Mentre Heymans rifletteva su tutti quei discorsi, arrivando a strane e curiose conclusioni, qualche ora dopo Roy e Riza si poterono finalmente concedere qualche ora assieme.
Come era previsto, il neo soldato era stato invitato a cena dalla fidanzata e da suo nonno e dunque si era presentato alla villa del Generale Grumman all’ora convenuta.
Con sua somma sorpresa fu proprio Riza ad aprirgli e non qualche cameriere.
“Benvenuto – lo salutò lei con un gran sorriso – finalmente riusciamo a parlare un po’ in tranquillità”.
“Conosco quest’abito – Roy la squadrò con curiosità, notando come indossasse uno dei suoi abiti di campagna, sebbene tra i più eleganti – lo usi nelle occasioni speciali”.
“Però non è come quello che indossavo ieri alla cerimonia, vero? – lei gli prese il cappotto e lo appese all’ingresso – Sei perplesso?”
“Ammetto di sì. Che mi devo aspettare?”
“Beh, semplicemente ho deciso un cambio di programma – Riza lo condusse attraverso gli eleganti corridoi – al posto del ristorante previsto, ho chiesto a mio nonno di cenare qui a casa. Ho persino cucinato io, sai? C’era il cuoco che ha quasi avuto un infarto quando gli ho chiesto di lasciarmi in mano la cucina, ma credo che si sia ripreso”.
“Cambi le regole del gioco, colombina? – ridacchiò Roy, notando come i capelli fossero di nuovo tenuti dal solito fermaglio – Mi sorprendi”.

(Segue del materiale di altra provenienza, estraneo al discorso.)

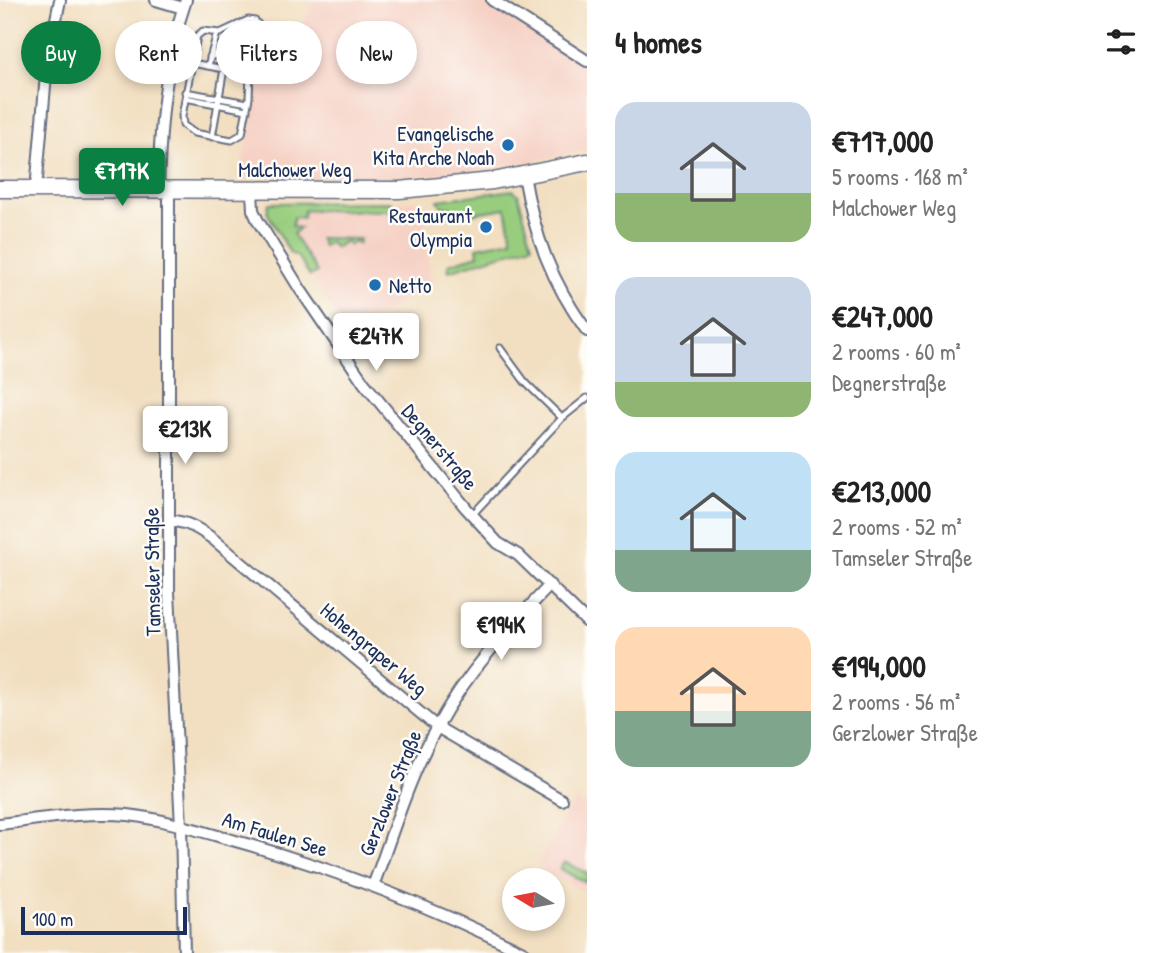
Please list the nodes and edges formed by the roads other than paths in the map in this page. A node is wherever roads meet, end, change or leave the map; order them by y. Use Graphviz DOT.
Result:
graph roads {
  1 [pos="60,0"];
  2 [pos="156,0"];
  3 [pos="492,0"];
  4 [pos="185,4"];
  5 [pos="202,32"];
  6 [pos="216,33"];
  7 [pos="216,55"];
  8 [pos="210,57"];
  9 [pos="587,61"];
  10 [pos="202,65"];
  11 [pos="208,66"];
  12 [pos="216,68"];
  13 [pos="187,84"];
  14 [pos="221,84"];
  15 [pos="249,84"];
  16 [pos="185,95"];
  17 [pos="218,101"];
  18 [pos="248,106"];
  19 [pos="212,137"];
  20 [pos="587,162"];
  21 [pos="524,175"];
  22 [pos="0,189"];
  23 [pos="36,190"];
  24 [pos="163,190"];
  25 [pos="251,191"];
  26 [pos="587,331"];
  27 [pos="500,348"];
  28 [pos="587,398"];
  29 [pos="562,418"];
  30 [pos="472,515"];
  31 [pos="170,521"];
  32 [pos="550,585"];
  33 [pos="587,621"];
  34 [pos="437,727"];
  35 [pos="562,800"];
  36 [pos="0,824"];
  37 [pos="181,826"];
  38 [pos="373,886"];
  39 [pos="184,953"];
  40 [pos="525,953"];
  1 -- 23 [label="street"];
  2 -- 4 [label="street"];
  3 -- 9 [label="street"];
  4 -- 24 [label="street, Tamseler Straße"];
  5 -- 6 [label="lane"];
  6 -- 8 [label="lane"];
  7 -- 8 [label="lane"];
  8 -- 11 [label="lane"];
  10 -- 11 [label="lane"];
  11 -- 12 [label="lane"];
  13 -- 16 [label="lane"];
  14 -- 17 [label="lane"];
  15 -- 18 [label="lane"];
  16 -- 17 [label="lane"];
  16 -- 19 [label="lane"];
  17 -- 18 [label="lane"];
  17 -- 19 [label="lane"];
  18 -- 19 [label="lane"];
  20 -- 21 [label="street, Malchower Weg"];
  21 -- 25 [label="street, Malchower Weg"];
  21 -- 26 [label="street"];
  22 -- 23 [label="street, Malchower Weg"];
  23 -- 24 [label="street, Malchower Weg"];
  24 -- 25 [label="street, Malchower Weg"];
  24 -- 31 [label="street, Tamseler Straße"];
  25 -- 30 [label="street, Degnerstraße"];
  27 -- 29 [label="lane"];
  28 -- 29 [label="lane, Degnerstraße"];
  29 -- 30 [label="lane, Degnerstraße"];
  30 -- 32 [label="street, Degnerstraße"];
  31 -- 34 [label="street, Hohengraper Weg"];
  31 -- 37 [label="street, Tamseler Straße"];
  32 -- 33 [label="street, Degnerstraße"];
  32 -- 34 [label="street, Gerzlower Straße"];
  34 -- 35 [label="street, Hohengraper Weg"];
  34 -- 38 [label="street, Gerzlower Straße"];
  36 -- 37 [label="street, Am Faulen See"];
  37 -- 38 [label="street, Am Faulen See"];
  37 -- 39 [label="street, Tamseler Straße"];
  38 -- 40 [label="street, Am Faulen See"];
}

“Semplicemente ero stanca di dover far attenzione a qualsiasi mia mossa, tanto da dover rinunciare a congratularmi con il mio fidanzato dopo la fine della cerimonia – lo prese per mano con disinvoltura – quindi ho deciso di mandare allegramente alla malora tutta quella gente e di festeggiare come si conviene. Noi, Kain e mio nonno… ah, e ovviamente come tornerai in paese devi venire a pranzo a casa dai miei”.
“Ovviamente – Roy la bloccò nel corridoio e avvicinò il viso al suo – mi è dispiaciuto per ieri, sul serio. Eri splendida con quel vestito, ma non ha avuto molto senso se poi non ci siamo nemmeno potuti parlare. Quando ti ho invitato non mi sono reso conto di quante implicazioni potesse avere la tua presenza”.
“Appunto, è proprio di questo che voglio parlare – disse lei – voglio che tu possa realizzarti, sul serio. Ma mi da fastidio di venir vista dai più come una pedina, non appena la nostra relazione verrà fuori… tanto è solo questione di tempo”.
“Non devi preoccuparti, per i primi tempi ho intenzione di stare con una persona al di sopra di ogni sospetto di favoritismo – la rassicurò il soldato – e una volta preso il titolo di alchimista di stato ben pochi avranno dei dubbi sulle mie reali capacità”.
“Credo che mio nonno abbia grandi aspettative su di te”.
“Vedrò di non deluderlo, ma a modo mio – garantì Roy – per stasera preferisco incontrarlo solo come tuo parente piuttosto che come generale di East City”.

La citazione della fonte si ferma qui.